Using anion-exchange chromatography the catalytic domain of endoglucanase 1 (Cel7B) from Trichoderma reesei was resolved in multiple fractions with different isoelectric points, presumably related to different glyco-forms of the enzyme. The protein fractions were analysed using lectins and electrospray MS. Isolated N-glycans were analysed by fluorophore-assisted carbohydrate electrophoresis and amine-adsorption HPLC. The results show that this particular preparation contained at least 14 different glycoforms. The major isoform contained only one GlcNAc, presumably N-linked, and one mannose, most probably O-linked to serine/threonine at a separate site.

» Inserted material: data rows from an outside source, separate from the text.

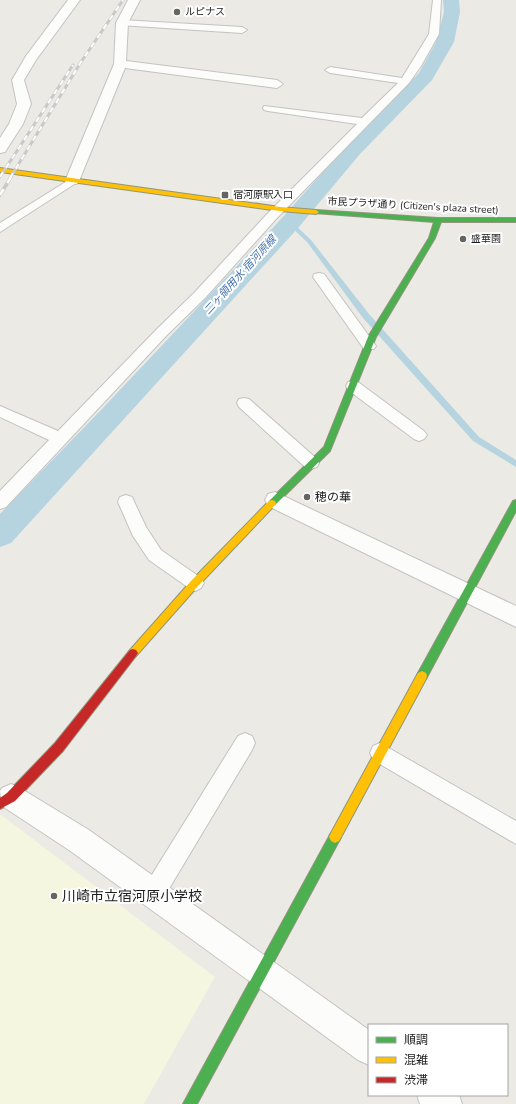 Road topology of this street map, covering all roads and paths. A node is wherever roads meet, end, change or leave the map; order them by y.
1 (74, 0) edge
2 (134, 0) edge
3 (437, 0) edge
4 (122, 23) junction
5 (242, 30) dead end
6 (120, 64) junction
7 (330, 70) dead end
8 (405, 81) junction
9 (277, 84) dead end
10 (268, 108) dead end
11 (365, 122) junction
12 (0, 149) edge
13 (0, 170) edge
14 (72, 181) junction
15 (284, 209) junction
16 (438, 220) junction
17 (516, 220) edge
18 (0, 228) edge
19 (319, 277) dead end
20 (371, 342) junction
21 (353, 386) junction
22 (244, 403) dead end
23 (0, 412) edge
24 (419, 435) dead end
25 (61, 439) junction
26 (311, 463) junction
27 (275, 500) junction
28 (0, 502) edge
29 (126, 502) dead end
30 (516, 503) edge
31 (195, 583) junction
32 (467, 594) junction
33 (516, 617) edge
34 (245, 743) dead end
35 (380, 753) junction
36 (6, 800) edge
37 (516, 833) edge
38 (153, 894) junction
39 (262, 971) junction
40 (368, 1048) edge
41 (434, 1096) edge
42 (190, 1104) edge
43 (446, 1104) edge

1 - 12 street
2 - 4 street
3 - 8 lane
4 - 5 lane
4 - 6 street
6 - 9 street
6 - 14 street
7 - 8 lane
8 - 11 lane
10 - 11 lane
11 - 15 lane
13 - 14 street, 市民プラザ通り (Citizen's plaza street)
14 - 15 street, 市民プラザ通り (Citizen's plaza street)
14 - 18 lane
15 - 16 street, 市民プラザ通り (Citizen's plaza street)
15 - 25 lane
16 - 17 street, 市民プラザ通り (Citizen's plaza street)
16 - 20 street
19 - 20 lane
20 - 21 street
21 - 24 lane
21 - 26 street
22 - 26 lane
23 - 25 lane
25 - 28 lane
26 - 27 street
27 - 31 street
27 - 32 street
29 - 31 lane
30 - 32 street
31 - 36 street
32 - 33 street
32 - 35 street
34 - 38 lane
35 - 37 lane
35 - 39 street
36 - 38 street
38 - 39 street
39 - 40 street
39 - 42 street
41 - 43 street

Except for a small population containing Man 5 GlcNAc 2 +1–2 Man, the rest of the protein had negatively charged phosphate-containing N-glycans. All glycoforms contained at least one O-linked mannose residue. The increased negative charge of the protein, introduced by oligosaccharide phosphorylation, is the most probable reason for the different isoelectric points and the occurrence of multiple peaks during purification.